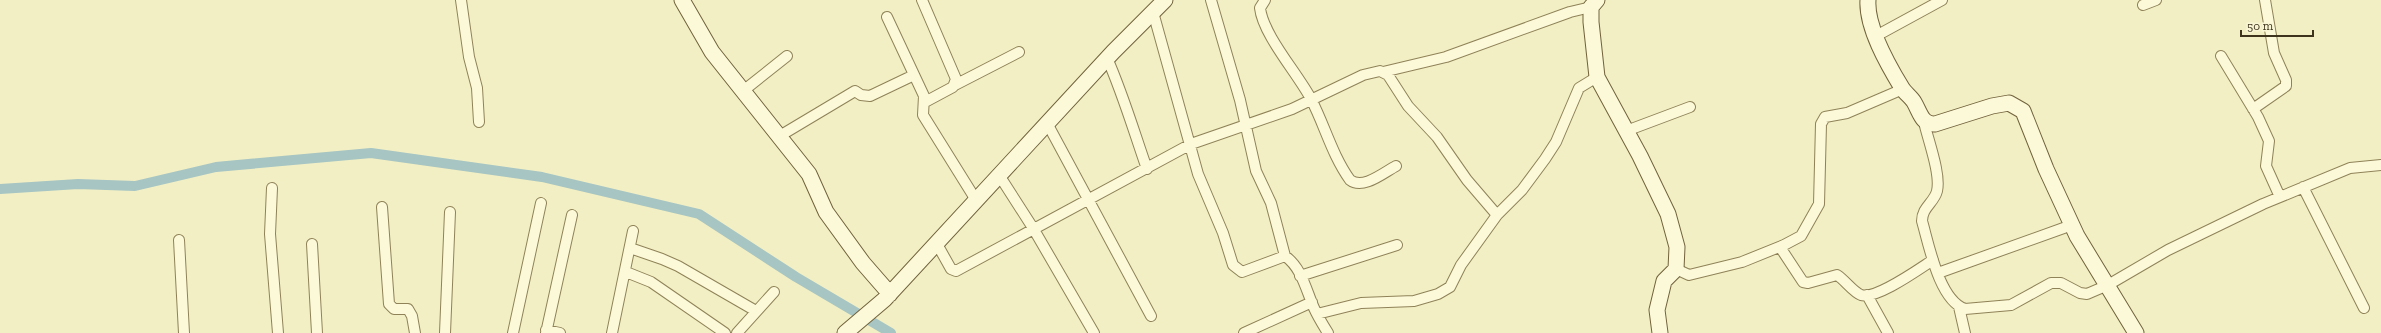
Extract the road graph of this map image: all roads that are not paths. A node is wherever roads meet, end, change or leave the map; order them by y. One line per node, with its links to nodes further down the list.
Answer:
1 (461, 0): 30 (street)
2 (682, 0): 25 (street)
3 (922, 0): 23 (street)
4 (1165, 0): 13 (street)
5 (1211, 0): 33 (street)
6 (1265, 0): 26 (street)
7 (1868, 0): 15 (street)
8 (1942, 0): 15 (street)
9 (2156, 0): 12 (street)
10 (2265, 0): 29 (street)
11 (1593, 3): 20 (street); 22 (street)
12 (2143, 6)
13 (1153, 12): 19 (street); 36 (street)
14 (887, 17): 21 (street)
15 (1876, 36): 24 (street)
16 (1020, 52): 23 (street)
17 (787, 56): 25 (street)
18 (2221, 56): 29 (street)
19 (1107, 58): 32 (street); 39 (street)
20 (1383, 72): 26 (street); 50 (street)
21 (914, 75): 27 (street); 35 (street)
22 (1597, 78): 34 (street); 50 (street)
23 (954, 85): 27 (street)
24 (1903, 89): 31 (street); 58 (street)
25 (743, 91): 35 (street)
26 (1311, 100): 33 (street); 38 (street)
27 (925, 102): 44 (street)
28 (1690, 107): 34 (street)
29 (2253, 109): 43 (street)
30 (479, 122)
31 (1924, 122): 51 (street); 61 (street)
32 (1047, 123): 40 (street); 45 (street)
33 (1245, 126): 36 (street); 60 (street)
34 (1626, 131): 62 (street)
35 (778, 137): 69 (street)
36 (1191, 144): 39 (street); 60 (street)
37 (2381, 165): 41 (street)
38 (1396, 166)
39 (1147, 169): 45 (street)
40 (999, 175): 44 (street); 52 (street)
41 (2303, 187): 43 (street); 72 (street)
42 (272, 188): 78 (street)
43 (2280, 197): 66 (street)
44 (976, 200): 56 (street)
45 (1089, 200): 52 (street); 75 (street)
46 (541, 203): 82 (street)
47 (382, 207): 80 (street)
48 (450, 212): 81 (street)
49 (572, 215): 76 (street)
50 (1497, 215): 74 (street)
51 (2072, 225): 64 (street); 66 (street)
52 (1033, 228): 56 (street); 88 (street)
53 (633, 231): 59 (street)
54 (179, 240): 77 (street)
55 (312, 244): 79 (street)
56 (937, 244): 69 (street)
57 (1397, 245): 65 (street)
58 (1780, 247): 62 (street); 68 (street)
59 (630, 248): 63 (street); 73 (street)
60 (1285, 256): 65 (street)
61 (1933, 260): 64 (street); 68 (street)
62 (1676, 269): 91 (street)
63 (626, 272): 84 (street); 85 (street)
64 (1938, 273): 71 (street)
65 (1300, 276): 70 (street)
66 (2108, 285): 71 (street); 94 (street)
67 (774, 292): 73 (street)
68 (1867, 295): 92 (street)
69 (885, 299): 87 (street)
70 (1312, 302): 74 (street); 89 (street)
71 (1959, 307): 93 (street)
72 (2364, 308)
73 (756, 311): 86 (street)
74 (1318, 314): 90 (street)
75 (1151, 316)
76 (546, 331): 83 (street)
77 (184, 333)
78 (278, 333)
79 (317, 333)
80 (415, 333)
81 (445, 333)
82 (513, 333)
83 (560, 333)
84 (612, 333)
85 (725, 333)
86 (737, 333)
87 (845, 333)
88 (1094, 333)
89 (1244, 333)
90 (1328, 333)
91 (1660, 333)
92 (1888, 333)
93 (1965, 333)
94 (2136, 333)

□ □ □ □ □ □ □

*HOW TO COMPLETE THIS TASK*: Restate the preceding entries in full, word for word, with the pictures removed.

*RESPONSE TO THIS EXERCISE*:
Extract the road graph of this map image: all roads that are not paths. A node is wherever roads meet, end, change or leave the map; order them by y. One line per node, with its links to nodes further down the list.
Answer:
1 (461, 0): 30 (street)
2 (682, 0): 25 (street)
3 (922, 0): 23 (street)
4 (1165, 0): 13 (street)
5 (1211, 0): 33 (street)
6 (1265, 0): 26 (street)
7 (1868, 0): 15 (street)
8 (1942, 0): 15 (street)
9 (2156, 0): 12 (street)
10 (2265, 0): 29 (street)
11 (1593, 3): 20 (street); 22 (street)
12 (2143, 6)
13 (1153, 12): 19 (street); 36 (street)
14 (887, 17): 21 (street)
15 (1876, 36): 24 (street)
16 (1020, 52): 23 (street)
17 (787, 56): 25 (street)
18 (2221, 56): 29 (street)
19 (1107, 58): 32 (street); 39 (street)
20 (1383, 72): 26 (street); 50 (street)
21 (914, 75): 27 (street); 35 (street)
22 (1597, 78): 34 (street); 50 (street)
23 (954, 85): 27 (street)
24 (1903, 89): 31 (street); 58 (street)
25 (743, 91): 35 (street)
26 (1311, 100): 33 (street); 38 (street)
27 (925, 102): 44 (street)
28 (1690, 107): 34 (street)
29 (2253, 109): 43 (street)
30 (479, 122)
31 (1924, 122): 51 (street); 61 (street)
32 (1047, 123): 40 (street); 45 (street)
33 (1245, 126): 36 (street); 60 (street)
34 (1626, 131): 62 (street)
35 (778, 137): 69 (street)
36 (1191, 144): 39 (street); 60 (street)
37 (2381, 165): 41 (street)
38 (1396, 166)
39 (1147, 169): 45 (street)
40 (999, 175): 44 (street); 52 (street)
41 (2303, 187): 43 (street); 72 (street)
42 (272, 188): 78 (street)
43 (2280, 197): 66 (street)
44 (976, 200): 56 (street)
45 (1089, 200): 52 (street); 75 (street)
46 (541, 203): 82 (street)
47 (382, 207): 80 (street)
48 (450, 212): 81 (street)
49 (572, 215): 76 (street)
50 (1497, 215): 74 (street)
51 (2072, 225): 64 (street); 66 (street)
52 (1033, 228): 56 (street); 88 (street)
53 (633, 231): 59 (street)
54 (179, 240): 77 (street)
55 (312, 244): 79 (street)
56 (937, 244): 69 (street)
57 (1397, 245): 65 (street)
58 (1780, 247): 62 (street); 68 (street)
59 (630, 248): 63 (street); 73 (street)
60 (1285, 256): 65 (street)
61 (1933, 260): 64 (street); 68 (street)
62 (1676, 269): 91 (street)
63 (626, 272): 84 (street); 85 (street)
64 (1938, 273): 71 (street)
65 (1300, 276): 70 (street)
66 (2108, 285): 71 (street); 94 (street)
67 (774, 292): 73 (street)
68 (1867, 295): 92 (street)
69 (885, 299): 87 (street)
70 (1312, 302): 74 (street); 89 (street)
71 (1959, 307): 93 (street)
72 (2364, 308)
73 (756, 311): 86 (street)
74 (1318, 314): 90 (street)
75 (1151, 316)
76 (546, 331): 83 (street)
77 (184, 333)
78 (278, 333)
79 (317, 333)
80 (415, 333)
81 (445, 333)
82 (513, 333)
83 (560, 333)
84 (612, 333)
85 (725, 333)
86 (737, 333)
87 (845, 333)
88 (1094, 333)
89 (1244, 333)
90 (1328, 333)
91 (1660, 333)
92 (1888, 333)
93 (1965, 333)
94 (2136, 333)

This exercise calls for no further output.